BTL: How do you go about finding your DP for a project? Do you watch a lot of movies? Do you take recommendations from friends and fellow filmmakers?
LaBute: There’s that, but there’s also, you hear about somebody, so you check out their reel or movies they’ve done, but I’ve gone back to the same wells a number of times. I happened to use two different DPs on those two films, but it’s nice to work with people you know. It’s also nice to meet new people. I didn’t know Daniel Katz before we did House of Darkness, and I was so happy with the way he approached it. He operated his own camera, and he was very into the whole aesthetic of it being very still, and letting the actors kind of dictate the whole thing. So [he] was a great find, [and he was] someone I didn’t know, and then got a chance to work with.
BTL: Having done some television in between, have you found that’s a pool you can draw from as well?

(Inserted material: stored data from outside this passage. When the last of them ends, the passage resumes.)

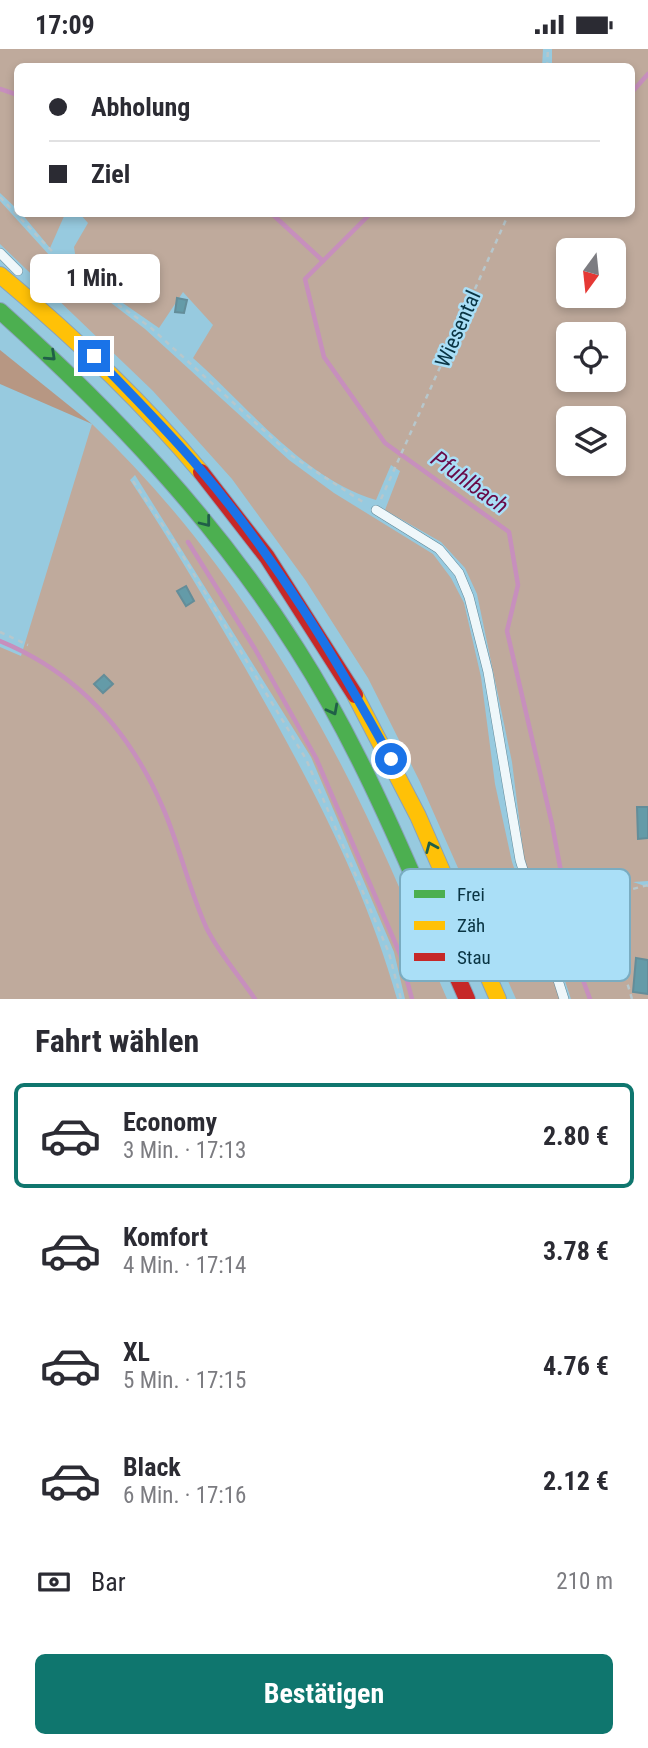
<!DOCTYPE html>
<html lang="de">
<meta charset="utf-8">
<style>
:root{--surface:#fff;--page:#f7f7f7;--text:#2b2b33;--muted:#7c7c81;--line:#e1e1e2;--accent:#0f766e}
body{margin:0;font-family:"Roboto Condensed",sans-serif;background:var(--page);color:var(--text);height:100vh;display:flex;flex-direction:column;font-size:26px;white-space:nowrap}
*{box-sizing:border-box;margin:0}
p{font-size:23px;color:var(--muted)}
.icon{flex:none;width:38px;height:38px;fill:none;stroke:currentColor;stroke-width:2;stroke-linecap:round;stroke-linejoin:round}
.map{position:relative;height:950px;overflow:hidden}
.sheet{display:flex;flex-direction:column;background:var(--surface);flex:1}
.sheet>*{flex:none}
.guide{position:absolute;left:14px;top:14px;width:621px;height:154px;border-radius:10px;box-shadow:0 4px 10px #0003;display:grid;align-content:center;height:154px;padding:0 35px;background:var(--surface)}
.needle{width:46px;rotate:195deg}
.buttons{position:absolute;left:556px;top:189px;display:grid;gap:14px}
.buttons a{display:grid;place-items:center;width:70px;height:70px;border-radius:10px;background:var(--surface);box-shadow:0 4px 10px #0003;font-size:35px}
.end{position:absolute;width:32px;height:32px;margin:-16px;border:9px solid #1a73e8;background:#fff;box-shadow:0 0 0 4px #fff}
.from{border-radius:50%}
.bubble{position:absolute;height:49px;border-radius:10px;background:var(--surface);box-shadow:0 4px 10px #0003;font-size:23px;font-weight:700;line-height:49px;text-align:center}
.guide b{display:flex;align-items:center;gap:24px;height:66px;font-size:26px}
.guide b+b{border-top:2px solid var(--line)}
.guide i{width:18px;height:18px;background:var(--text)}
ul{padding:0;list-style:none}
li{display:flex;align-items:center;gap:21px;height:105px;margin:0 14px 10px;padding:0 21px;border:4px solid transparent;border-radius:10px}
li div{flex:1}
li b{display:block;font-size:26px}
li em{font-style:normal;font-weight:700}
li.active{border-color:var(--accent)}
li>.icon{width:63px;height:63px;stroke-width:1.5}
h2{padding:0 35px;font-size:32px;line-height:84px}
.pay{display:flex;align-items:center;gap:18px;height:77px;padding:0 35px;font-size:26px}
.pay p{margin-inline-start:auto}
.cta{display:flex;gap:14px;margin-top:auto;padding:14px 35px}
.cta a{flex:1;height:80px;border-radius:10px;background:var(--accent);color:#fff;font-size:28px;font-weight:700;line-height:80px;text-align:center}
.status{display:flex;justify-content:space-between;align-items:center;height:49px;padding:0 35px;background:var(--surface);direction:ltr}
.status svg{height:19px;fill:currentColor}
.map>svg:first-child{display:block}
.green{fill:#bfaa9c;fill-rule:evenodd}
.forest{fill:#b79783}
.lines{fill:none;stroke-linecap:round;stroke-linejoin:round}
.stream{stroke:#c78fbd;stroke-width:4.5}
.building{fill:#649ba8;stroke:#638d99;stroke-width:2}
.lane-casing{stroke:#648a99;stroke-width:10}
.fast-casing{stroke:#8aa2b9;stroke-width:18}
.slow-casing{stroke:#8aa2b9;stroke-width:18}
.jam-casing{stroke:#8aa2b9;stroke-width:18}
.path{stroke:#b7c7cc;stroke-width:2.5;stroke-dasharray:5 5;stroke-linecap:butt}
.lane{stroke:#eff7fa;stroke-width:9}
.fast{stroke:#4caf50;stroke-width:16}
.slow{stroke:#ffc107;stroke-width:16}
.jam{stroke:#c62828;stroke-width:16}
.oneway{stroke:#205f48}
.route{stroke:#1a73e8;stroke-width:9}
.labels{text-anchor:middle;stroke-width:5;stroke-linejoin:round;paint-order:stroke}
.street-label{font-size:21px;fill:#093443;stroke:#aadff7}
.water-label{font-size:23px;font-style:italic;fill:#680947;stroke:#aadff7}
.key{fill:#aadff7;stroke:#7aacc1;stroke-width:2}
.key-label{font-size:19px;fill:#093443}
</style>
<div class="status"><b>17:09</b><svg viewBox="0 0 49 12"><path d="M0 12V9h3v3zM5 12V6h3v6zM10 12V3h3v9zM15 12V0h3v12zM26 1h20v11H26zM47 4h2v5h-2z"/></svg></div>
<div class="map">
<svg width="648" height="950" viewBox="0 0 648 950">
<rect width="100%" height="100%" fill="#97cadf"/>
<g class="green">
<polygon points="0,0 543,0 542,18 18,18 17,160 0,144"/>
<path d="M552,0H648V832L633,833L648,838V950H571L524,809L512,713L477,545L465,519L441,493L385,461L400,422L391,416L376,451C303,429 248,358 193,309L213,276L183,243L159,279L78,223L74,198L88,174L80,165L632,164V18L552,17ZM569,201H614V247H569ZM569,285H614V331H569ZM569,369H614V415H569Z"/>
<polygon points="0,152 50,207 145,280 289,411 334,444 433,505 451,529 464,554 481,628 495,735 512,813 560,950 516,950 420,733 368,629 306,532 232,430 153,342 0,195"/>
<polygon points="22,165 65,165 50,199"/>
<path d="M92,375C201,479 287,607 354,741C388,809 417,880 447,950H405L394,903L311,708L135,426L130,431C171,492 207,554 244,617C305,723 364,832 397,950H0V598L21,607Z"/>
</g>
<polygon class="forest" points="0,301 92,375 0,335"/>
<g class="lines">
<g class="stream">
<polyline points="0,40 18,46"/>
<polyline points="632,43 648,25"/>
<polyline points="271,164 323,212"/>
<polyline points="371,164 305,230 324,308 385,394 509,483 518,536 507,582 552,775 580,923 590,950"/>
<polyline points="188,493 255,600 316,709 400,905 412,950"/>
<path d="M0,592C78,624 130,682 163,759C180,798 189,841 207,880C219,904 240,928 255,950"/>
</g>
</g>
<g class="building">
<polygon points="177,249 187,251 184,264 175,263"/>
<polygon points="186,537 194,552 186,557 177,542"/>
<polygon points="104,626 113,635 103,644 94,635"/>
<polygon points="637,758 648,758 648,789 638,790"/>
<polygon points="636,909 648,911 648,945 633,943"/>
</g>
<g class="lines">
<g class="lane-casing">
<g id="lane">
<polyline points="0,204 18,222"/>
<polyline points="376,461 439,500 459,524 469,548 488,623 520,811 564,950"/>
</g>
</g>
<g class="fast-casing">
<path id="fast" d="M0,262C113,363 216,472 297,600C343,672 379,749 413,827"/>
</g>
<g class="slow-casing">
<g id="slow">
<path d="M0,226C73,287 140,350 201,423"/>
<polyline points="355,646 418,767 498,950"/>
</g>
</g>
<g class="jam-casing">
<g id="jam">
<polyline points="201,423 267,508 355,646"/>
<polyline points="413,827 467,950"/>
</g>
</g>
<g class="path">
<polyline points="547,18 548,0"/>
<polyline points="0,148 72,223 150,278 292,407 366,455"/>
<polyline points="133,432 175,494 306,710 389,904 401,950"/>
<polyline points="381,450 509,164"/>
<polyline points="0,583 28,596"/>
<polyline points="632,950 618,903 616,857 629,841 648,836"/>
</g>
<use href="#lane" class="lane"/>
<use href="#fast" class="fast"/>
<use href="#slow" class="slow"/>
<use href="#jam" class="jam"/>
</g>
<defs><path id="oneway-chevron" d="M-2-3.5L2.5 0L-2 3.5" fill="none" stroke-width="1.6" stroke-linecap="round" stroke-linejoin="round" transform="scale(1.75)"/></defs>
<g class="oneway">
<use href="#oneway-chevron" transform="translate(51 307) rotate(43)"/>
<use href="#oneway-chevron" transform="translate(206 473) rotate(52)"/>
<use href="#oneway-chevron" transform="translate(333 661) rotate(62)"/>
<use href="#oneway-chevron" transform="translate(431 798) rotate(-113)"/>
</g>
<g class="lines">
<path class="route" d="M94,307C130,344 167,381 200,420C275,508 336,609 391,710"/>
</g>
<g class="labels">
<g class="street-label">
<text transform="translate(458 280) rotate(-66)" y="7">Wiesental</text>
</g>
<g class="water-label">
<text transform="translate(470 433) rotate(36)" y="8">Pfuhlbach</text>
</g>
</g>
<rect x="400" y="820" width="230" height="112" rx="10" class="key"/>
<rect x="414" y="841" width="31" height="8" fill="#4caf50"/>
<rect x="414" y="872" width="31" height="9" fill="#ffc107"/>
<rect x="414" y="904" width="31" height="8" fill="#c62828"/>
<g class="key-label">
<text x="457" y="852">Frei</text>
<text x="457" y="883">Zäh</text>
<text x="457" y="915">Stau</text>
</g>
</svg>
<div class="buttons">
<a><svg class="needle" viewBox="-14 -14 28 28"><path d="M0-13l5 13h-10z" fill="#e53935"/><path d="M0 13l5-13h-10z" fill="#7c7c81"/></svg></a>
<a><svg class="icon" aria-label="locate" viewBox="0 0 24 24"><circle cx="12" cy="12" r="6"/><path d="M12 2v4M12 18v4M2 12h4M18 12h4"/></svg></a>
<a><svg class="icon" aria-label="layers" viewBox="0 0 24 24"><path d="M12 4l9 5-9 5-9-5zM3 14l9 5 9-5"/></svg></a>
</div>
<i class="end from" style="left:391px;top:710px"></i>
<i class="end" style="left:94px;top:307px"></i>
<div class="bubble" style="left:30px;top:205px;width:130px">1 Min.</div>
<div class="guide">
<b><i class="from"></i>Abholung</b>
<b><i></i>Ziel</b>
</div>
</div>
<section class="sheet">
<h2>Fahrt wählen</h2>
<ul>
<li class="active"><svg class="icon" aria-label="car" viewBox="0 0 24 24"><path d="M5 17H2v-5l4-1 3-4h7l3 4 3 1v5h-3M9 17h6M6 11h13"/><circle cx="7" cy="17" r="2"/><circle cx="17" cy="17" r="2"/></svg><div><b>Economy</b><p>3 Min. · 17:13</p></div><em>2.80 €</em></li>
<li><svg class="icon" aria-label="car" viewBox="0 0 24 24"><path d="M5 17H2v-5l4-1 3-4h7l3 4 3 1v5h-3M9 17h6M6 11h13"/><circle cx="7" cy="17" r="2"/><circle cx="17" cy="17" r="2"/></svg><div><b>Komfort</b><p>4 Min. · 17:14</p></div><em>3.78 €</em></li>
<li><svg class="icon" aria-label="car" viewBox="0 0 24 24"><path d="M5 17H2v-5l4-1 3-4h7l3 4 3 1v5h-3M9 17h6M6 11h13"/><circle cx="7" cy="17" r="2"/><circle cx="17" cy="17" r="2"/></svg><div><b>XL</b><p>5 Min. · 17:15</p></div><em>4.76 €</em></li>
<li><svg class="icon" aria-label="car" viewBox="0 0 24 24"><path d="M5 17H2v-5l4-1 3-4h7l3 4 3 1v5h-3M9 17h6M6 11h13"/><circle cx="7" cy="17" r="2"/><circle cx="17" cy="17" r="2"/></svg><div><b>Black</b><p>6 Min. · 17:16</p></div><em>2.12 €</em></li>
</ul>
<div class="pay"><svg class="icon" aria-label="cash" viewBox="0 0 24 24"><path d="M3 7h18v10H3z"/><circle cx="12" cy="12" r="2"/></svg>Bar<p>210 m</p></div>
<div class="cta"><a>Bestätigen</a></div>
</section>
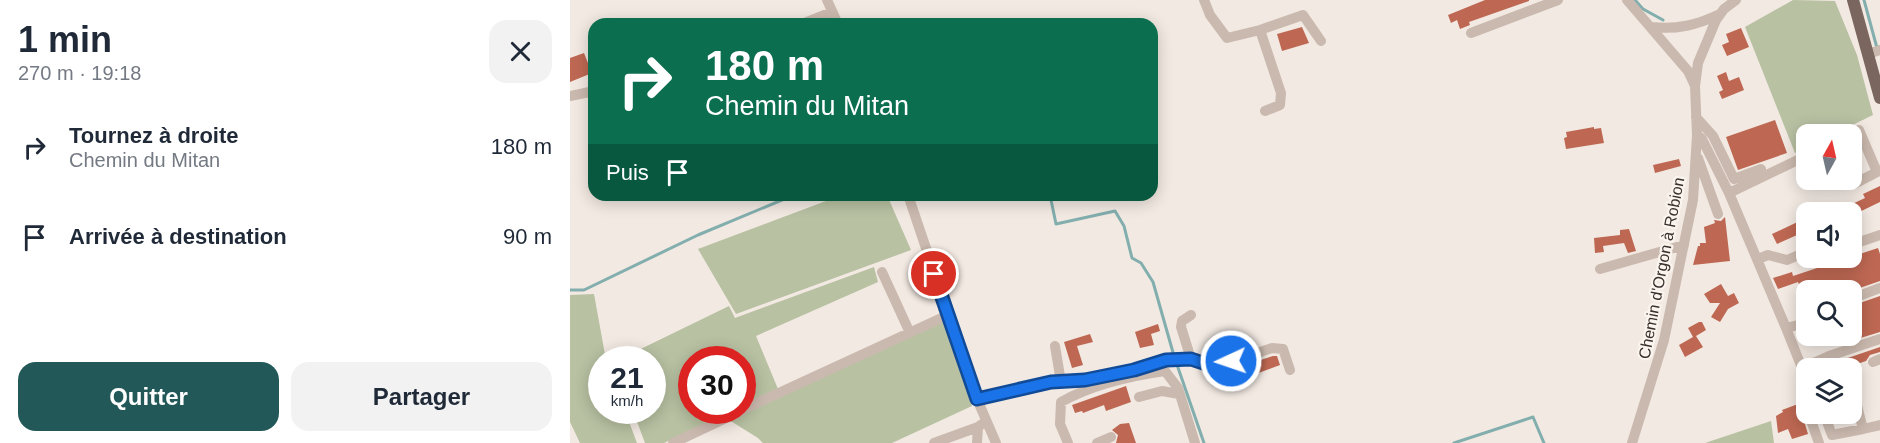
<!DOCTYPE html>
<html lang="fr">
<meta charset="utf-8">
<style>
body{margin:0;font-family:Helvetica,sans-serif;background:#f2f2f3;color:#1f2937;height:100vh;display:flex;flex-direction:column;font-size:22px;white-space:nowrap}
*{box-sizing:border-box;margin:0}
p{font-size:20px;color:#747a83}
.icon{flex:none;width:33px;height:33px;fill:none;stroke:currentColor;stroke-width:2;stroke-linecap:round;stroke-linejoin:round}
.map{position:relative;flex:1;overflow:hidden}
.drawer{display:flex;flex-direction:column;background:#fff;width:570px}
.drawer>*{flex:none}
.guide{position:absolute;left:18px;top:18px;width:570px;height:183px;border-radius:18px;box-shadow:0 3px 15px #0003;background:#0b6e4f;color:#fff;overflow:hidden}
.needle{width:39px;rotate:8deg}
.controls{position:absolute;left:1226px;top:124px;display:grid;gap:12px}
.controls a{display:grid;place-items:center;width:66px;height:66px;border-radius:12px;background:#fff;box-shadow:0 3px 15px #0003;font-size:30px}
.speed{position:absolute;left:18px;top:346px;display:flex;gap:12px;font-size:30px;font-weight:700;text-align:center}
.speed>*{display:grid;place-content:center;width:78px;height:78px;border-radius:50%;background:#fff;box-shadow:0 3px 15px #0003;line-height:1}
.speed small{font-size:15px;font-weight:400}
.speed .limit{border:9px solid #d22;background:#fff;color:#111}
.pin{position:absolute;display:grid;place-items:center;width:51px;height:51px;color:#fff;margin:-26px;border:3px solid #fff;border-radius:50%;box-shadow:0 2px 6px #0007}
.me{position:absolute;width:66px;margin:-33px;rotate:267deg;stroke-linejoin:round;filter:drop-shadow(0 0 4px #0008)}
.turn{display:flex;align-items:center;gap:21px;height:126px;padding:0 18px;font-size:27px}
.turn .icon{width:78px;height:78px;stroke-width:2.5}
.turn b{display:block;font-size:42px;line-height:51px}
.then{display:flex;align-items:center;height:57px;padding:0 18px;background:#0003;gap:12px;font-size:22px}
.round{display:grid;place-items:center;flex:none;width:63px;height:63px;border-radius:18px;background:#f2f2f3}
.summary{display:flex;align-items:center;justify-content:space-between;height:102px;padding:0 18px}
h1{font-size:36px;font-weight:600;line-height:45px}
.cta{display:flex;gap:12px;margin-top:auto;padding:12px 18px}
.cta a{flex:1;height:69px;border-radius:18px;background:#235858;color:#fff;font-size:24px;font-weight:600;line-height:69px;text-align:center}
.cta a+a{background:#f2f2f3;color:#1f2937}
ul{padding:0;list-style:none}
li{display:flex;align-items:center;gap:18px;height:90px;padding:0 18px}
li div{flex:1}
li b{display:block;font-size:22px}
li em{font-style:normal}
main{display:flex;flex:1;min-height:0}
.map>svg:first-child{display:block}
.green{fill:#b8c1a2}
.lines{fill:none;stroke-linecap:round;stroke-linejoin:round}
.stream{stroke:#82aead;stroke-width:3}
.building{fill:#be6853}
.minor{stroke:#cab9ae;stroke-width:10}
.major{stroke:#7a665e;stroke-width:12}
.route-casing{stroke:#114b97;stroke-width:15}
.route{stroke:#1a73e8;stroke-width:10}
.labels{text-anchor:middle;stroke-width:4.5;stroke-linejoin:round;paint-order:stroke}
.street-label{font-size:16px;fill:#392f2c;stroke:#faf4ee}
</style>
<main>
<section class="drawer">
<div class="summary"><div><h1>1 min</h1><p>270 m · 19:18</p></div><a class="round"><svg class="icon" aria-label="close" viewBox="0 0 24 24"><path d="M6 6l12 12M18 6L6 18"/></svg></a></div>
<ul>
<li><svg class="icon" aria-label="right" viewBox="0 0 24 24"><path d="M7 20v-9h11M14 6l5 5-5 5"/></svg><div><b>Tournez à droite</b><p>Chemin du Mitan</p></div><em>180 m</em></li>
<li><svg class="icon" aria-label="arrive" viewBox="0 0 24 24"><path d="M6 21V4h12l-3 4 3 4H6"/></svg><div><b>Arrivée à destination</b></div><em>90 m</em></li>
</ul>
<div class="cta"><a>Quitter</a><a>Partager</a></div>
</section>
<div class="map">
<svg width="1310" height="443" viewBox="0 0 1310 443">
<rect width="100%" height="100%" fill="#f2e9e2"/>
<path class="green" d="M1223,0L1265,1L1287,55L1303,115L1262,135H1236V148L1225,153L1175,27Z
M272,195H317L341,250L166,314L128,249Z
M304,267L308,282L186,336L208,389L173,406L172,360H122V411H162L94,443H75L63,411H82V360H48L159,306L165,318Z
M24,294L36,360H32V411H55L67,443H10L0,422V295Z
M374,321L402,406L322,443H193L188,438L159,420Z
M1201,421L1204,443H1135Z"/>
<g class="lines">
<path class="stream" d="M1065,0L1073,9L1093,20
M1294,0L1307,48
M480,195L486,224L545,211L554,226L562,258L571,263L583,282L604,356L634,443
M0,290H14L128,235L224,195
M884,443L963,417L974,443"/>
</g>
<path class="building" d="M915,0H959V1L899,22L900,25L890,29L887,20L881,23L878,15Z
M732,27L739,43L712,51L707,34Z
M1171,28L1179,47L1157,56L1152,45L1159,42L1156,34Z
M14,53L22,73L0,82V58Z
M1156,72L1159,81L1169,77L1174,90L1152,99L1149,92L1153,90L1147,76Z
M1205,120L1217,153L1168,170L1156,137Z
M1024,127V129L1031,128L1034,143L996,149L994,138L997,137L996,132Z
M1109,159L1111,166L1085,173L1083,165Z
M1310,186V202L1281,216V213H1255L1276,203L1278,206L1295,198L1293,194Z
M1155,217L1160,261L1123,265L1128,246H1130V243H1136L1134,227L1145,223L1144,220L1151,221Z
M1236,218V231L1207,244L1202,234Z
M1059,229L1066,251L1058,253L1054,243L1033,246L1034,252L1025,253L1024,238L1050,235V230Z
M1308,248L1310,254V281L1281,291H1232L1228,282L1208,289L1203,278L1222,272L1223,276Z
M1151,284L1158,296L1164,293L1169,303L1158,309L1150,322L1141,317L1150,303H1140L1134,294Z
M1310,296V332L1284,340L1281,330V306Z
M1129,322H1132L1136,330L1126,336L1133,347L1115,357L1109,345L1123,337L1118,328Z
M588,324L590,331L581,334L584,345L570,348L565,332Z
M520,334L523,342L507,346L513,365L502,368L494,342Z
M1310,347V352L1300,355L1296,361L1275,368L1272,360Z
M703,356H707L710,365L675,378L670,367Z
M556,386L561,402L536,411L534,405L513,413L512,411L505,413L502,405Z
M1236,401V408L1232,414L1238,434L1222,439L1218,429L1208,433L1206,416L1213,412L1212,410Z
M559,423L566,443H546L548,435L542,430L550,424Z"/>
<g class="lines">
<path class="minor" d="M257,0L268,24
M634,0L640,15L657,38L690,30L733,15L751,41
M1057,0L1118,71L1125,86
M232,24L262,12
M1081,27C1107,30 1127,25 1150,14
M690,30L711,93L710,105L695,111
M901,33L988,0
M1298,54L1310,50
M0,96L24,91
M1126,117L1143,136L1164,179L1191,169
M1127,135L1132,139L1159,193L1216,328L1236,323
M1279,135L1289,130L1307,172L1284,184
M1128,158L1148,214
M1159,193L1236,156
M338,195L407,399L426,443
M1281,245L1310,235
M1188,259L1198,255L1217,260L1236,252
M1030,269L1114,245
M312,272L340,333
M1281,299L1310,288
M621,315L612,321L611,327L621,359
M1216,328L1232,368L1259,356L1310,339
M485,346L491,382
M1303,362L1310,359
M1283,390L1293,429L1310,425
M569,397L592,391L609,394
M407,399L481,382L515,380L564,370L596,360L621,359L645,367L702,348L713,349L720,370
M172,410L378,315
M1254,414L1262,435L1293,429
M1239,415L1249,443
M103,443L171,411
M364,443L408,427
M407,443L408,427L412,424
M498,443L490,424L491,402C523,384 559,376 595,371L608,388L625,443
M527,443L541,437
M1062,443L1094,340L1123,200L1127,135L1125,86L1128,63L1146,20L1154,9L1166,0"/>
<path class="major" d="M1283,0L1310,98"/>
</g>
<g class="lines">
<defs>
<path id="route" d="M364,274L407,399L481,382L515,380L564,370L596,360L621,359L645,367L661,361"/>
</defs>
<use href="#route" class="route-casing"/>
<use href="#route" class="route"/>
</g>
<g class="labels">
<g class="street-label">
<text transform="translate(1091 268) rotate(-79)" y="6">Chemin d'Orgon à Robion</text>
</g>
</g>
</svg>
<div class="controls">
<a><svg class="needle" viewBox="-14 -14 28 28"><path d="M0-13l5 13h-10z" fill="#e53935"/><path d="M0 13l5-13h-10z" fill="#747a83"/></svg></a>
<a><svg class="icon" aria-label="sound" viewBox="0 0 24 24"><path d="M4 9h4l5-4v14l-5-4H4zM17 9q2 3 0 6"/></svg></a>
<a><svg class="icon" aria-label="search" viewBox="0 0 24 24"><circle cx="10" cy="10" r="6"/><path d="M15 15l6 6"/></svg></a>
<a><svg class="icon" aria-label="layers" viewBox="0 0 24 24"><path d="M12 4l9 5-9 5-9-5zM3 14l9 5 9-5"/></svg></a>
</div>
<div class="speed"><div>21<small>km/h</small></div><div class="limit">30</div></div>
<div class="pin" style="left:364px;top:274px;background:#d93025"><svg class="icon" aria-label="arrive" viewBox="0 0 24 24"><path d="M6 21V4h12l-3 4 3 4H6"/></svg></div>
<svg class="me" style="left:661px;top:361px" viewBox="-20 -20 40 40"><circle r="17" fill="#1a73e8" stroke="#fff" stroke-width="3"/><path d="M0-11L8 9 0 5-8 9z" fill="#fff"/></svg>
<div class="guide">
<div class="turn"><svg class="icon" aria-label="right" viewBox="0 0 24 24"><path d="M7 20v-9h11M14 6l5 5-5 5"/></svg><div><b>180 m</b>Chemin du Mitan</div></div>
<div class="then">Puis<svg class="icon" aria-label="arrive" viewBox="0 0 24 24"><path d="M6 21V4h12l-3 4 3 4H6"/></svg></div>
</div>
</div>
</main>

LaBute: Absolutely. The guy who shot Out of the Blue [Walt Lloyd], I’d worked with first in television, and so definitely, you get a chance to go, ‘here’s a whole crop of other people that you haven’t had a chance to work with.’ It’s a very vagabond life in terms of going from Vancouver to Arkansas to Providence to New York or L.A. You do end up just, by necessity, and by the way things are built, you work with a lot of different people. It’s nice when you see a face that you know, every so often. You go, ‘Oh, cool, it’s good to see them again.’ You’re only gonna see them for six weeks, and then off they go to something else.
BTL: I do want to ask about casting Ray Nicholson. He obviously has the lineage of his father, but he hasn’t really done a ton of leading roles. He’s made quite a few smaller appearances in movies like Licorice Pizza. Did you find him through an audition process?
LaBute: I had seen some stuff that he had shot, and his name came up, and I was like, ‘Yeah, I like his look,’ and got on a phone call with him, and he was just great. He just got the script and wanted to do it, and hence the energy was there, [plus] I liked what I’d seen on screen, and sometimes you just take a chance. Diane [Kruger] was more of a known quantity. She’s been around longer and I’ve seen her stuff, and so she just kind of fit the bill of someone who is going to take that femme fatale role and run with it. But Ray was a different entity and I got lucky. [He was] someone who was really fun to work with [and] really held his own, I thought.
BTL: As far as the music, as you mentioned, Adam Bosage did the music for both movies. Obviously, these are genre movies with a very different tone and feel, and he leaned towards more of an old-school thriller feel, so how did you work with him to give each movie its own distinct sound?
LaBute: These are the first scores that he’s done, actually, and again, I was taking a chance on somebody new. Sometimes, when you find someone who’s really hungry to get that chance, they really give you the best they’ve got, and I knew going into House of Darkness, there wasn’t a ton of music, so we could work on it, and he would have enough time to make it and he wouldn’t get overwhelmed by that first project.
We put a lot of music into Out of the Blue, and I wanted something that felt very classic, very much of that world. We just kind of kept trading different music cues and saying, ‘Oh, remember this one?’ and ‘I love the sound of this,’ and ‘Hey, take a listen to this.’ Pretty soon, he’s sending bits of score, and you go, ‘Oh, that’s great,’ and then you have a temp score going, but you’re plugging in his stuff. By that second film, he had embraced how to build a score, and he was great to work with.
BTL: And you’ve already finished shooting your next film with Maggie Q, right?
LaBute: I have, yeah. That’s still in post.
BTL: She’s a terrific dramatic actress, but when I interviewed her, I discovered that she’s also very funny.
LaBute: Yes, really, really funny. We don’t ask her to be too funny, but she’s got a really good sense of humor.
House of Darkness will be released in select theaters on Friday, Sept 9, and then will be available on digital starting Tuesday, Sept. 13. Out of the Blue is also now available on demand.